Depuis notre premier article sur l'art, en réaction à des pièces de théâtre odieuses, nous ne cessons pas d'aborder les relations entre l'art et l'âme. Nous avons conclu de nos réflexions que si l'âme s'élevait au contact d'une œuvre, vers la source de toute inspiration, de toute beauté, cette œuvre répondait exactement à l'essence même de l'art. Sa valeur se mesure donc à ses capacités d'élever l'âme du spectateur. Dans cet article, nous allons rencontrer une autre conception de l'art, celle d'un artiste-philosophe, Kandinsky. Fondateur de l'art abstrait, il est reconnu pour un ouvrage important, réactionnaire à son époque : Du Spirituel dans l'art, et dans la peinture en particulier. « L'évidence primaire en art, c'est le pouvoir qu'a l'œuvre de mettre l'âme humaine en vibration. C'est pourquoi le principe essentiel de toute création artistique est, selon Kandinsky, le principe de nécessité intérieure, c'est-à-dire le principe de l'entrée en contact efficace avec l'âme humaine » (1). Il semblerait que Kandinsky confirme nos propos. Mais, en regardant de plus près ses pensées, nous y découvrons des erreurs qui pourraient être la cause de ce que nous déplorons. Notre article a pour but de présenter brièvement ses idées et d'en faire un très rapide commentaire. 

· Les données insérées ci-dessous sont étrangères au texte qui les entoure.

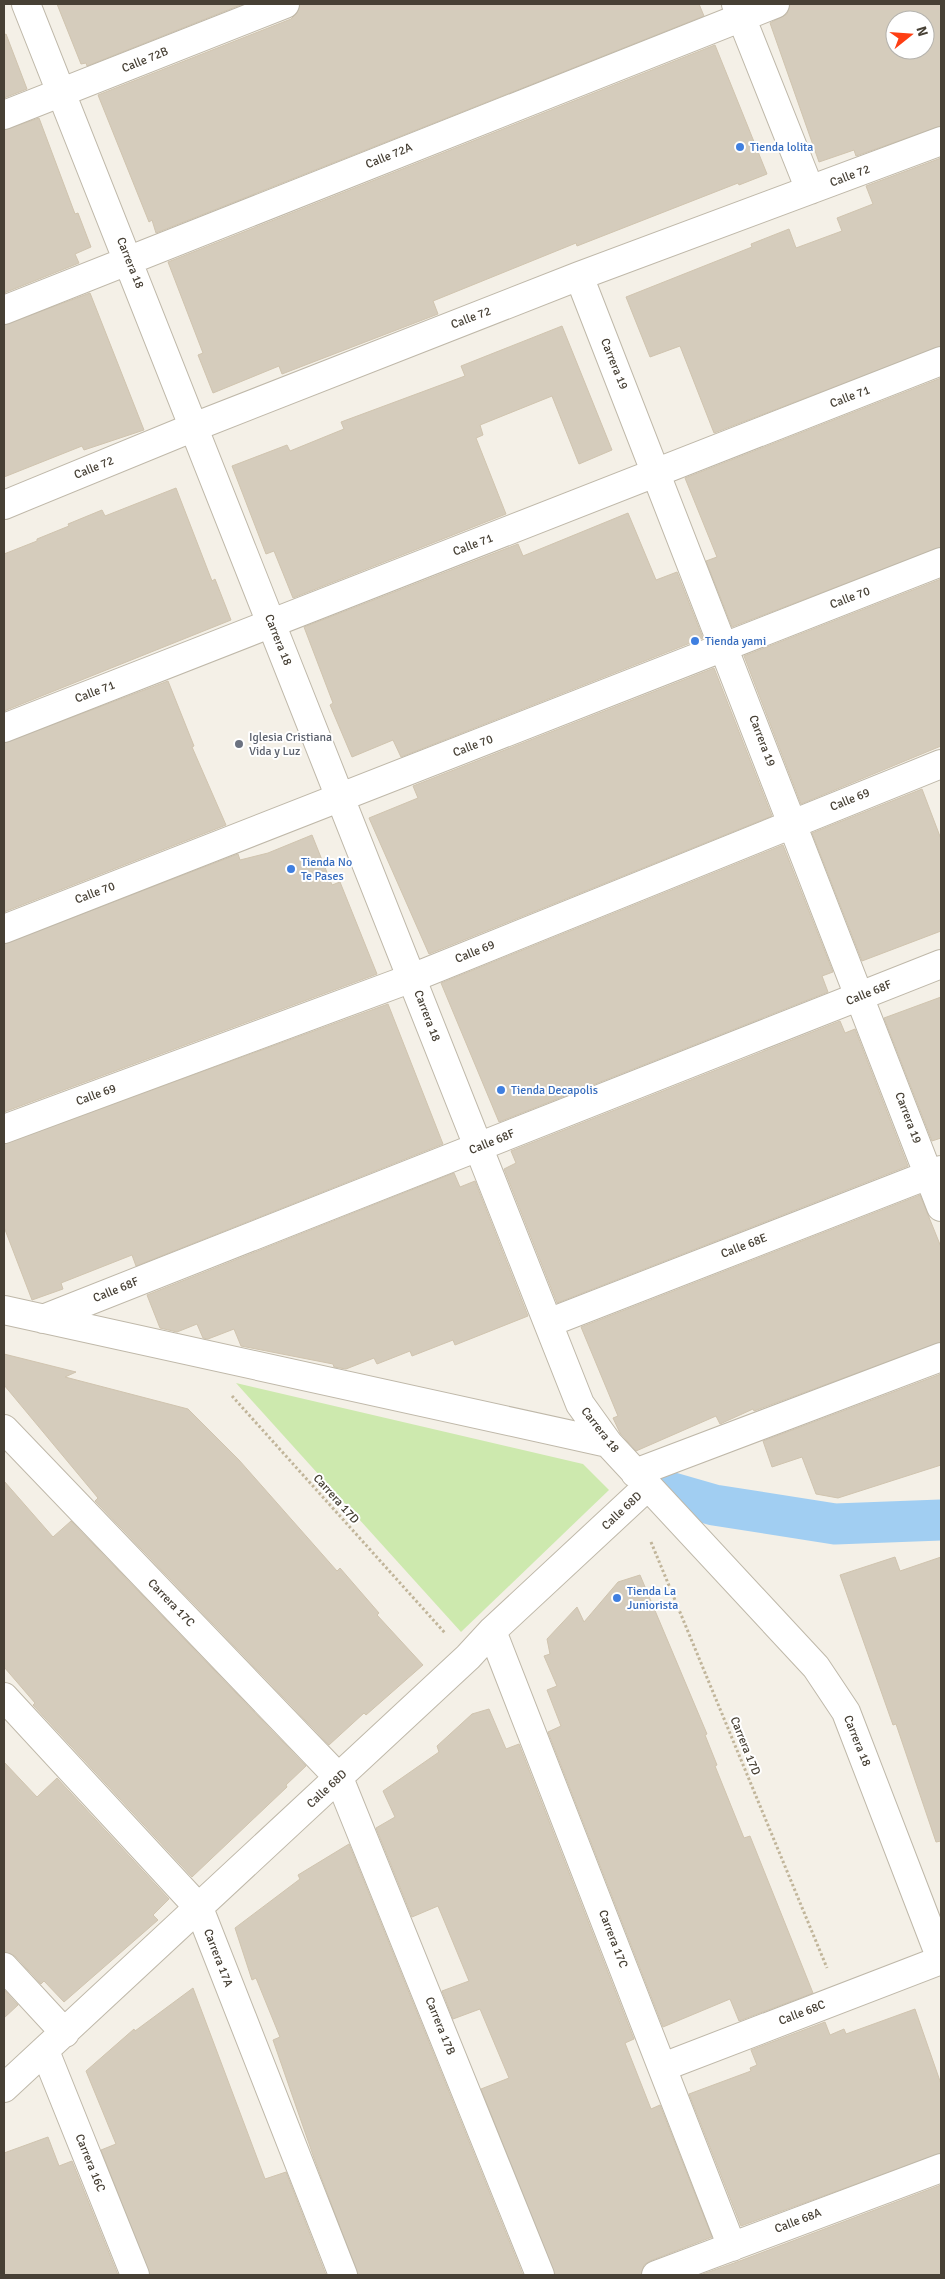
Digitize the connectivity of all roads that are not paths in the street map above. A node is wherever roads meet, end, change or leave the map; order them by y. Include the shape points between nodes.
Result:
1 (26, 4) edge
2 (286, 4) edge
3 (775, 4) edge
4 (738, 10) edge
5 (62, 92) junction
6 (4, 115) edge
7 (941, 141) edge
8 (810, 190) junction
9 (129, 260) junction
10 (579, 276) junction
11 (4, 310) edge
12 (941, 362) edge
13 (194, 427) junction
14 (657, 473) junction
15 (4, 505) edge
16 (941, 562) edge
17 (272, 624) junction
18 (725, 647) junction
19 (4, 728) edge
20 (941, 764) edge
21 (341, 798) junction
22 (794, 823) junction
23 (4, 929) edge
24 (941, 964) edge
25 (412, 978) junction
26 (861, 996) junction
27 (4, 1129) edge
28 (478, 1147) junction
29 (936, 1172) edge
30 (941, 1207) edge
31 (4, 1310) edge
32 (44, 1319) junction
33 (548, 1323) junction
34 (941, 1357) edge
35 (4, 1430) edge
36 (608, 1443) junction
37 (639, 1487) junction
38 (492, 1631) junction
39 (4, 1697) edge
40 (339, 1778) junction
41 (199, 1908) junction
42 (941, 1959) edge
43 (4, 1967) edge
44 (65, 2033) junction
45 (45, 2051) junction
46 (663, 2067) junction
47 (4, 2088) edge
48 (941, 2168) edge
49 (732, 2247) junction
50 (135, 2275) edge
51 (343, 2275) edge
52 (540, 2275) edge
53 (656, 2275) edge

1 - 5 street, Carrera 18
2 - 5 street, Calle 72B
3 - 4 street, Calle 72A
4 - 8 street
4 - 9 street, Calle 72A
5 - 6 street, Calle 72B
5 - 9 street, Carrera 18
7 - 8 street, Calle 72
8 - 10 street, Calle 72
9 - 11 street, Calle 72A
9 - 13 street, Carrera 18
10 - 13 street, Calle 72
10 - 14 street, Carrera 19
12 - 14 street, Calle 71
13 - 15 street, Calle 72
13 - 17 street, Carrera 18
14 - 17 street, Calle 71
14 - 18 street, Carrera 19
16 - 18 street, Calle 70
17 - 19 street, Calle 71
17 - 21 street, Carrera 18
18 - 21 street, Calle 70
18 - 22 street, Carrera 19
20 - 22 street, Calle 69
21 - 23 street, Calle 70
21 - 25 street, Carrera 18
22 - 25 street, Calle 69
22 - 26 street, Carrera 19
24 - 26 street, Calle 68F
25 - 27 street, Calle 69
25 - 28 street, Carrera 18
26 - 28 street, Calle 68F
26 - 29 street, Carrera 19
28 - 32 street, Calle 68F
28 - 33 street, Carrera 18
29 - 30 street, Carrera 19
29 - 33 street, Calle 68E
31 - 32 street
32 - 36 street
33 - 36 street, Carrera 18 via 580,1404
34 - 37 street, Calle 68D
35 - 40 street, Carrera 17C
36 - 37 street, Carrera 18
37 - 38 street, Calle 68D
37 - 42 street, Carrera 18 via 816,1667 846,1712
38 - 40 street, Calle 68D via 468,1658
38 - 46 street, Carrera 17C
39 - 41 street, Carrera 17A
40 - 41 street, Calle 68D
40 - 52 street, Carrera 17B
41 - 44 street, Calle 68D
41 - 51 street, Carrera 17A
42 - 46 street, Calle 68C
43 - 44 street
44 - 45 street, Calle 68D
45 - 47 street, Calle 68D
45 - 50 street, Carrera 16C
46 - 49 street, Carrera 17C
48 - 49 street, Calle 68A
49 - 53 street, Calle 68A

Kandinsky (1866-1944) critique sévèrement son époque. Il la considère comme fondamentalement matérialiste, c'est-à-dire athée dans la religion, positiviste dans les sciences, utilitariste dans le domaine morale, et naturaliste dans l'art. Ce matérialisme a tout pénétré et a conduit au désenchantement du monde. La vie n'a plus de sens ni de réel intérêt. L'artiste ne doit pas se tourner vers ce monde déchu, mais vers la seule source de beauté qui lui reste, lui-même... 

Que contient l'art selon Kandinsky ? « Il y a d'emblée renvoi à l'aventure intérieure personnelle ». Mais, il y a plus. « Il y a dans l'œuvre d'art la révélation d'une réalité supérieure inaccessible au discours de la raison et elle devient par une coïncidence inouïe dans le même mouvement le support d'une méditation métaphysique ». L'œuvre d'art est donc à la fois « le support de la métaphysique et l'image de l'itinéraire ». L'art est caractérisé par la personnalité de l'artiste, qui s'exprime à travers son œuvre, par le style de son époque, c.a.d. l'expression dans l'œuvre d'une certaine ambiance spirituelle commune propre à l'époque durant laquelle l'œuvre a été créée, et enfin par l'art pur. Le troisième paramètre, le seul objectif, est primordial dans l'œuvre, mais elle ne peut s'exprimer sans les deux autres. Enfin, l'artiste « a une inévitable volonté de s'exprimer ; cette volonté est la force que nous désignons par nécessité intérieure » (2)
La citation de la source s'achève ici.